On The Road Again

Transurban-led consortium Sydney Transport Partners (STP) has been selected by the NSW government to acquire a 51% equity stake in WestConnex for $9.3bn. STP comprises Transurban (with a 50% share), AustralianSuper (20.5%), Canada Pension Plan Investment Board (CPPIB, 20.5%) and Tawreed Investments (9.0%).

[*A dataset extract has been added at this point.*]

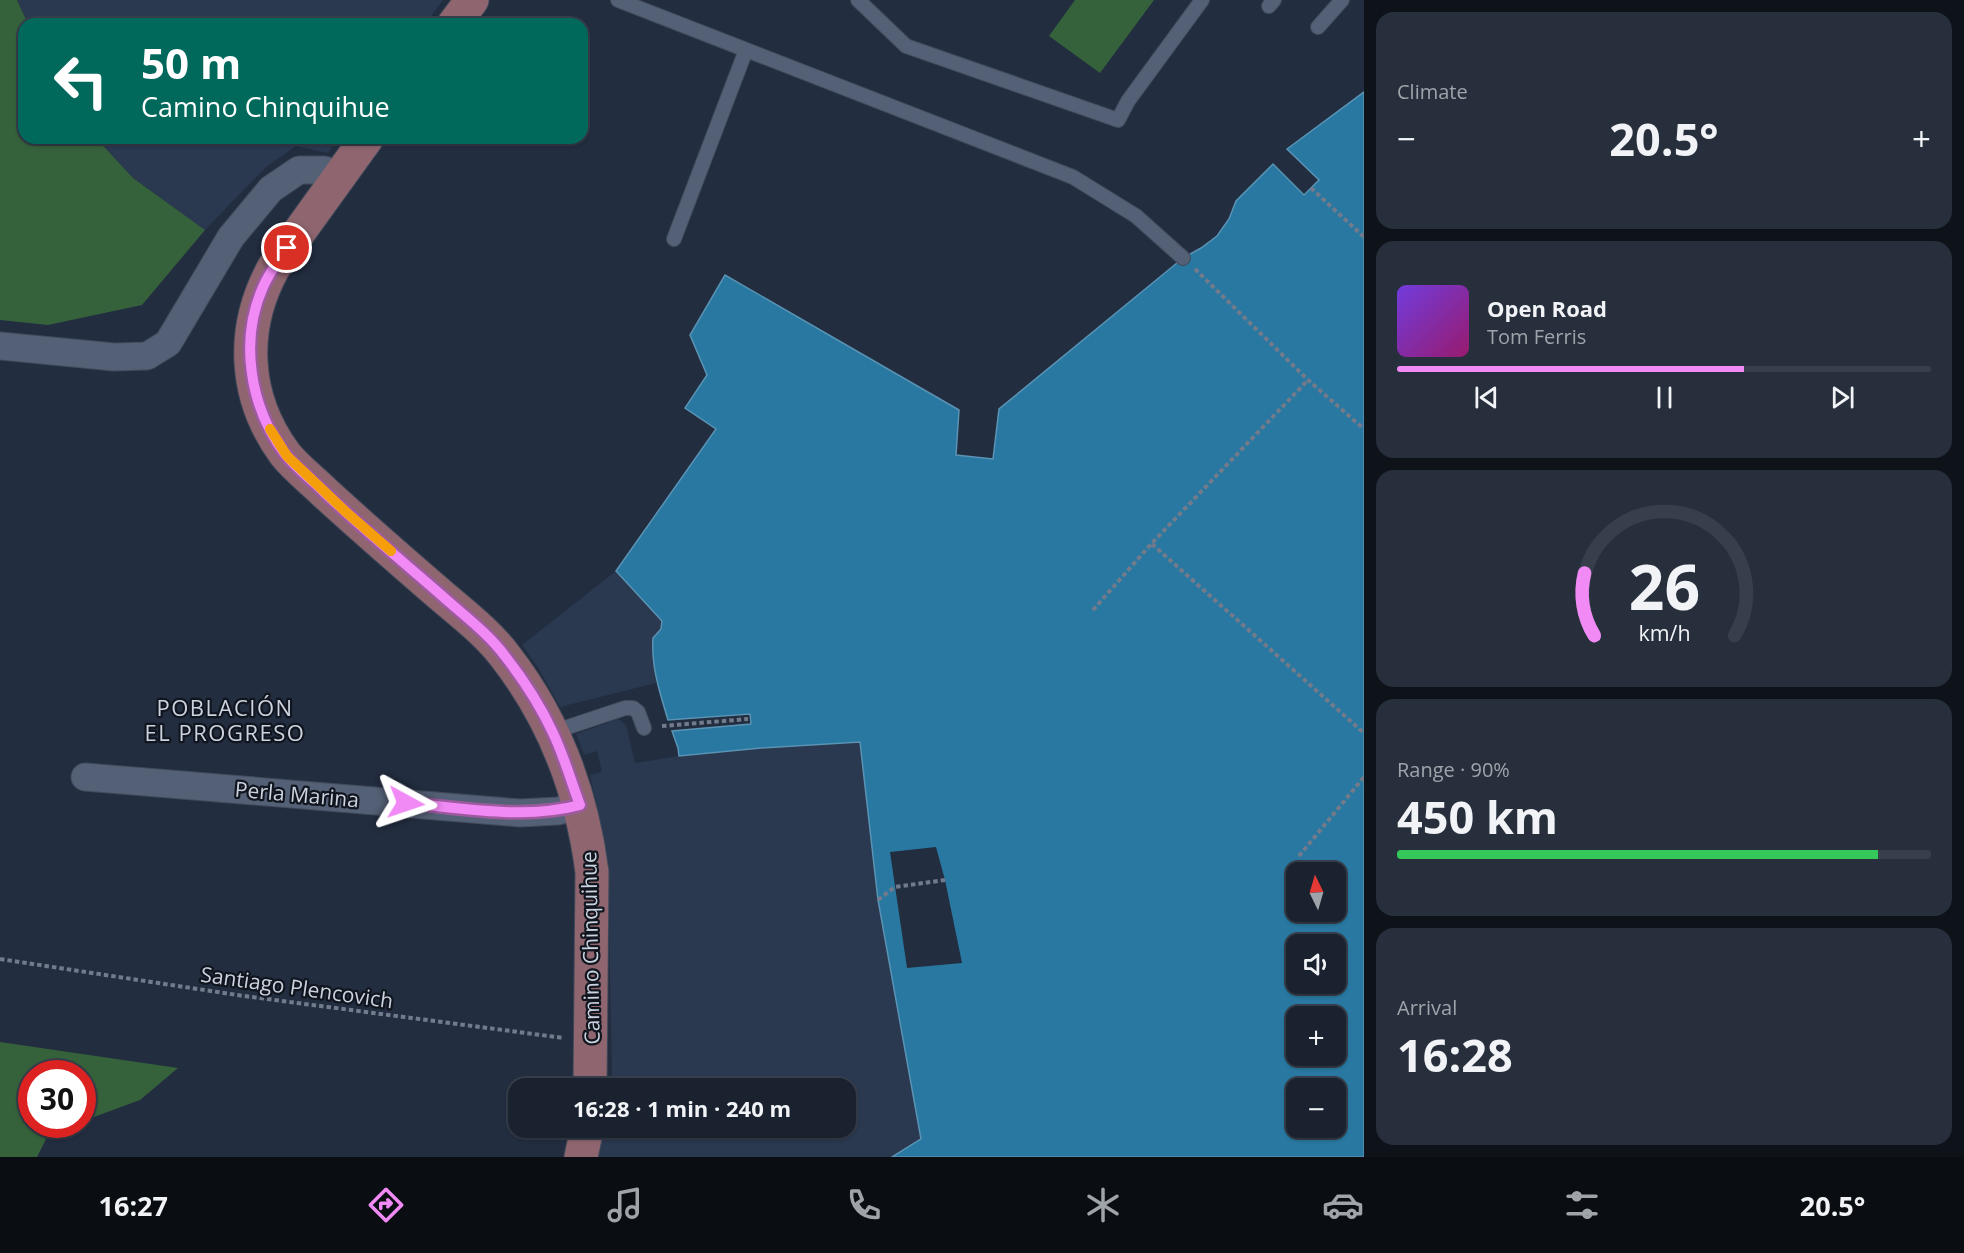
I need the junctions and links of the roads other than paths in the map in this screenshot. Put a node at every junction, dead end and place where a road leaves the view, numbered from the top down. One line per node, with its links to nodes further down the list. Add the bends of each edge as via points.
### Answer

The key elements of the transaction are as follows:


  • STP will pay $9.3bn for its interest in WestConnex. Using the WestConnex traffic forecasts contained in the NSW government’s ‘Updated Strategic Business Case’, we estimate this implies an enterprise value to operating earnings (EV/EBITDA) transaction multiple of 36.9x in FY28E – being the first full year of WestConnex’s operation – and a project internal rate of return (IRR) of just 5.6%. However, management expects the IRR to be above the company’s weighted average cost of capital (WACC), which we estimate at about 7%. Based on the WestConnex tolling regime, we estimate the traffic forecasts will need to be almost 50% higher than the NSW government’s forecasts in order to generate a return greater than WACC.
  • Subject to the customary completion conditions – approvals from the Australian Competition and Consumer Commission (ACCC) and the Foreign Investment Review Board (FIRB) have been granted – financial close is expected in late September.


In our view, investors should have confidence in Transurban’s ability to accurately forecast long-term traffic volumes and deliver shareholder value, given its track record. In addition, the difference in forecasts could be explained by factors such as conservatism on the part of government forecasters – who may not have included the benefits of proposed projects, such as the F6 – and Transurban taking a more optimistic view of the take-up and impact of connected and automated vehicles, as well as Sydney’s economy more generally.


We maintain our Buy recommendation on Transurban, although our target price has fallen to $13.25 from $14.00 as we incorporate WestConnex into our forecasts.